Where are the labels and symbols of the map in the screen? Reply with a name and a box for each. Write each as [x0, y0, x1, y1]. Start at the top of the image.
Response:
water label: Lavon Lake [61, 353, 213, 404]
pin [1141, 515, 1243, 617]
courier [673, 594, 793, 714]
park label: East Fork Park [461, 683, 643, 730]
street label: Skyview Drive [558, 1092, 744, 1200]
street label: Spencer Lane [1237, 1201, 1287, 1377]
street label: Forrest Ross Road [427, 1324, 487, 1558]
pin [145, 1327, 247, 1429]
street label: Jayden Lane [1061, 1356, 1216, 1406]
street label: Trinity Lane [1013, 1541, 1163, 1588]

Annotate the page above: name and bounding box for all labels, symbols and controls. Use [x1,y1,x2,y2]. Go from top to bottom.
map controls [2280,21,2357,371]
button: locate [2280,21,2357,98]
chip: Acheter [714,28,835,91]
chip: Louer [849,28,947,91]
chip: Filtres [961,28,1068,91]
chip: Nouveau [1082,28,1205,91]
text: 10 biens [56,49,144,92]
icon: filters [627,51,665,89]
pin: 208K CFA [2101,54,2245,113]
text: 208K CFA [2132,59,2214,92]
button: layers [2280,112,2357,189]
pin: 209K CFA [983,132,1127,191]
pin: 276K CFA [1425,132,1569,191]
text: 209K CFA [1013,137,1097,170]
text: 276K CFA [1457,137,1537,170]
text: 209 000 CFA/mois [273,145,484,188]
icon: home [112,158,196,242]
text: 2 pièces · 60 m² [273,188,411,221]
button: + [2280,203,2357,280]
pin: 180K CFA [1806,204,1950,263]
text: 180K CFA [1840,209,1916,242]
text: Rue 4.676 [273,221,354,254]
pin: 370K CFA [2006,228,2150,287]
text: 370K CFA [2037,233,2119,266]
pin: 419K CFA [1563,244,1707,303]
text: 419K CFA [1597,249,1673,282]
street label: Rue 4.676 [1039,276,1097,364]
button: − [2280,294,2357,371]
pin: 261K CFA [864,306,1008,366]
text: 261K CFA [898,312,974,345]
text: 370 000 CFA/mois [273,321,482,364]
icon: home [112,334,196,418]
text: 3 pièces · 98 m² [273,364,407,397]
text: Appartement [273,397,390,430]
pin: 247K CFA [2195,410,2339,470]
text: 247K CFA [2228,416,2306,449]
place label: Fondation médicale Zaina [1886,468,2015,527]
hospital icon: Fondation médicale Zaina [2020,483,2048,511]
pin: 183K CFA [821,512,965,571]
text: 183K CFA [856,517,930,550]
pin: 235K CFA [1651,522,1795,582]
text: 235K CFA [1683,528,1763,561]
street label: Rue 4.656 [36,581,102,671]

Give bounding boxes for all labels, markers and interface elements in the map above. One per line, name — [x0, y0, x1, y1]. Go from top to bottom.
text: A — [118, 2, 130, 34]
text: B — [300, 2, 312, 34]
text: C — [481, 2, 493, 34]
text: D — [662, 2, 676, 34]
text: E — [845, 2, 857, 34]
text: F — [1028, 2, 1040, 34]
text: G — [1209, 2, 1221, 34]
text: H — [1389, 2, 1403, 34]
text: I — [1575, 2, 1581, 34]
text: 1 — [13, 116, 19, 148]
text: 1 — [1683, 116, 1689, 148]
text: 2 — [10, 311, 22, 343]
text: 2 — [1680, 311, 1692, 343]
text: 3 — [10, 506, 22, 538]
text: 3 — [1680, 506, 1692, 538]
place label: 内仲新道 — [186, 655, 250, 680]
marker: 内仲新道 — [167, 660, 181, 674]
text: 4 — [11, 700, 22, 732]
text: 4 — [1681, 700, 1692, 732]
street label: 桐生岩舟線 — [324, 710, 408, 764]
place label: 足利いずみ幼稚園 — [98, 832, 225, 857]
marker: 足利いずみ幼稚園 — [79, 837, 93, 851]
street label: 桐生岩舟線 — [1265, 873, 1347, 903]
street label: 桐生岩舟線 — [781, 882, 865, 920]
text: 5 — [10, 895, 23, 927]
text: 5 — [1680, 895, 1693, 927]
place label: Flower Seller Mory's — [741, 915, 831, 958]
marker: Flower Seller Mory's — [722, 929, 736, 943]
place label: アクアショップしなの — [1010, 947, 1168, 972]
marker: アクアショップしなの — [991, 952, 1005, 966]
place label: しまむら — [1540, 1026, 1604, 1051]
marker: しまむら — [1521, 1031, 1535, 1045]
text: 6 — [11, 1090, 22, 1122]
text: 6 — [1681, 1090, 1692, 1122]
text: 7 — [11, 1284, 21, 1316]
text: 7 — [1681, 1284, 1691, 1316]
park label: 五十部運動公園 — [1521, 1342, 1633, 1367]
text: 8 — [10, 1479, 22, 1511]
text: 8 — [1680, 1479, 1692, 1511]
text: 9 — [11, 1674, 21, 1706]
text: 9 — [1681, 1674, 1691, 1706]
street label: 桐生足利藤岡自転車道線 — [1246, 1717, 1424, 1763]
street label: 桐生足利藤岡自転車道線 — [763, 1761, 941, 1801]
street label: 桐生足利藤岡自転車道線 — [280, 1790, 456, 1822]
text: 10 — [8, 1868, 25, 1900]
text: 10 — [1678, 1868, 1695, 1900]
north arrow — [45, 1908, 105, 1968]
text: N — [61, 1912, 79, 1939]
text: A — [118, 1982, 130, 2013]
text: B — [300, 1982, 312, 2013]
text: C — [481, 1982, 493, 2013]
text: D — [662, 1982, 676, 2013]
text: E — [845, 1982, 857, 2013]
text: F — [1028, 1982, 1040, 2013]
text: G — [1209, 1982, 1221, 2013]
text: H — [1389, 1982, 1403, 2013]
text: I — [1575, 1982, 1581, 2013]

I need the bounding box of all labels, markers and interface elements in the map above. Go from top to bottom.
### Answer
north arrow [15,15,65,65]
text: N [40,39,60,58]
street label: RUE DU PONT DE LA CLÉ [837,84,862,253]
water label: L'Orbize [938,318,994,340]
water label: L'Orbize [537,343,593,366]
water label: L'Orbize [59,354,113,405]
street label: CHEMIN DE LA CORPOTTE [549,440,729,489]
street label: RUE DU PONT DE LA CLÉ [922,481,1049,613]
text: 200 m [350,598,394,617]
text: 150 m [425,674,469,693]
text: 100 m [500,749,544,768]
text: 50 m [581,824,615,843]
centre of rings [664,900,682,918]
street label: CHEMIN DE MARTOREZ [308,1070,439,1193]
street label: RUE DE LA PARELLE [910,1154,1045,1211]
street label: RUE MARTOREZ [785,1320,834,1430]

* **Your objective**:
Go through the entries above and reproduce each one exactly.

* **Your solution**:
Where are the labels and symbols of the map in the screen? Reply with a name and a box for each. Write each as [x0, y0, x1, y1]. Start at the top of the image.
Response:
water label: Lavon Lake [61, 353, 213, 404]
pin [1141, 515, 1243, 617]
courier [673, 594, 793, 714]
park label: East Fork Park [461, 683, 643, 730]
street label: Skyview Drive [558, 1092, 744, 1200]
street label: Spencer Lane [1237, 1201, 1287, 1377]
street label: Forrest Ross Road [427, 1324, 487, 1558]
pin [145, 1327, 247, 1429]
street label: Jayden Lane [1061, 1356, 1216, 1406]
street label: Trinity Lane [1013, 1541, 1163, 1588]

Annotate the page above: name and bounding box for all labels, symbols and controls. Use [x1,y1,x2,y2]. Go from top to bottom.
map controls [2280,21,2357,371]
button: locate [2280,21,2357,98]
chip: Acheter [714,28,835,91]
chip: Louer [849,28,947,91]
chip: Filtres [961,28,1068,91]
chip: Nouveau [1082,28,1205,91]
text: 10 biens [56,49,144,92]
icon: filters [627,51,665,89]
pin: 208K CFA [2101,54,2245,113]
text: 208K CFA [2132,59,2214,92]
button: layers [2280,112,2357,189]
pin: 209K CFA [983,132,1127,191]
pin: 276K CFA [1425,132,1569,191]
text: 209K CFA [1013,137,1097,170]
text: 276K CFA [1457,137,1537,170]
text: 209 000 CFA/mois [273,145,484,188]
icon: home [112,158,196,242]
text: 2 pièces · 60 m² [273,188,411,221]
button: + [2280,203,2357,280]
pin: 180K CFA [1806,204,1950,263]
text: 180K CFA [1840,209,1916,242]
text: Rue 4.676 [273,221,354,254]
pin: 370K CFA [2006,228,2150,287]
text: 370K CFA [2037,233,2119,266]
pin: 419K CFA [1563,244,1707,303]
text: 419K CFA [1597,249,1673,282]
street label: Rue 4.676 [1039,276,1097,364]
button: − [2280,294,2357,371]
pin: 261K CFA [864,306,1008,366]
text: 261K CFA [898,312,974,345]
text: 370 000 CFA/mois [273,321,482,364]
icon: home [112,334,196,418]
text: 3 pièces · 98 m² [273,364,407,397]
text: Appartement [273,397,390,430]
pin: 247K CFA [2195,410,2339,470]
text: 247K CFA [2228,416,2306,449]
place label: Fondation médicale Zaina [1886,468,2015,527]
hospital icon: Fondation médicale Zaina [2020,483,2048,511]
pin: 183K CFA [821,512,965,571]
text: 183K CFA [856,517,930,550]
pin: 235K CFA [1651,522,1795,582]
text: 235K CFA [1683,528,1763,561]
street label: Rue 4.656 [36,581,102,671]

Give bounding boxes for all labels, markers and interface elements in the map above. One per line, name — [x0, y0, x1, y1]. Go from top to bottom.
text: A — [118, 2, 130, 34]
text: B — [300, 2, 312, 34]
text: C — [481, 2, 493, 34]
text: D — [662, 2, 676, 34]
text: E — [845, 2, 857, 34]
text: F — [1028, 2, 1040, 34]
text: G — [1209, 2, 1221, 34]
text: H — [1389, 2, 1403, 34]
text: I — [1575, 2, 1581, 34]
text: 1 — [13, 116, 19, 148]
text: 1 — [1683, 116, 1689, 148]
text: 2 — [10, 311, 22, 343]
text: 2 — [1680, 311, 1692, 343]
text: 3 — [10, 506, 22, 538]
text: 3 — [1680, 506, 1692, 538]
place label: 内仲新道 — [186, 655, 250, 680]
marker: 内仲新道 — [167, 660, 181, 674]
text: 4 — [11, 700, 22, 732]
text: 4 — [1681, 700, 1692, 732]
street label: 桐生岩舟線 — [324, 710, 408, 764]
place label: 足利いずみ幼稚園 — [98, 832, 225, 857]
marker: 足利いずみ幼稚園 — [79, 837, 93, 851]
street label: 桐生岩舟線 — [1265, 873, 1347, 903]
street label: 桐生岩舟線 — [781, 882, 865, 920]
text: 5 — [10, 895, 23, 927]
text: 5 — [1680, 895, 1693, 927]
place label: Flower Seller Mory's — [741, 915, 831, 958]
marker: Flower Seller Mory's — [722, 929, 736, 943]
place label: アクアショップしなの — [1010, 947, 1168, 972]
marker: アクアショップしなの — [991, 952, 1005, 966]
place label: しまむら — [1540, 1026, 1604, 1051]
marker: しまむら — [1521, 1031, 1535, 1045]
text: 6 — [11, 1090, 22, 1122]
text: 6 — [1681, 1090, 1692, 1122]
text: 7 — [11, 1284, 21, 1316]
text: 7 — [1681, 1284, 1691, 1316]
park label: 五十部運動公園 — [1521, 1342, 1633, 1367]
text: 8 — [10, 1479, 22, 1511]
text: 8 — [1680, 1479, 1692, 1511]
text: 9 — [11, 1674, 21, 1706]
text: 9 — [1681, 1674, 1691, 1706]
street label: 桐生足利藤岡自転車道線 — [1246, 1717, 1424, 1763]
street label: 桐生足利藤岡自転車道線 — [763, 1761, 941, 1801]
street label: 桐生足利藤岡自転車道線 — [280, 1790, 456, 1822]
text: 10 — [8, 1868, 25, 1900]
text: 10 — [1678, 1868, 1695, 1900]
north arrow — [45, 1908, 105, 1968]
text: N — [61, 1912, 79, 1939]
text: A — [118, 1982, 130, 2013]
text: B — [300, 1982, 312, 2013]
text: C — [481, 1982, 493, 2013]
text: D — [662, 1982, 676, 2013]
text: E — [845, 1982, 857, 2013]
text: F — [1028, 1982, 1040, 2013]
text: G — [1209, 1982, 1221, 2013]
text: H — [1389, 1982, 1403, 2013]
text: I — [1575, 1982, 1581, 2013]

I need the bounding box of all labels, markers and interface elements in the map above. Go from top to bottom.
### Answer
north arrow [15,15,65,65]
text: N [40,39,60,58]
street label: RUE DU PONT DE LA CLÉ [837,84,862,253]
water label: L'Orbize [938,318,994,340]
water label: L'Orbize [537,343,593,366]
water label: L'Orbize [59,354,113,405]
street label: CHEMIN DE LA CORPOTTE [549,440,729,489]
street label: RUE DU PONT DE LA CLÉ [922,481,1049,613]
text: 200 m [350,598,394,617]
text: 150 m [425,674,469,693]
text: 100 m [500,749,544,768]
text: 50 m [581,824,615,843]
centre of rings [664,900,682,918]
street label: CHEMIN DE MARTOREZ [308,1070,439,1193]
street label: RUE DE LA PARELLE [910,1154,1045,1211]
street label: RUE MARTOREZ [785,1320,834,1430]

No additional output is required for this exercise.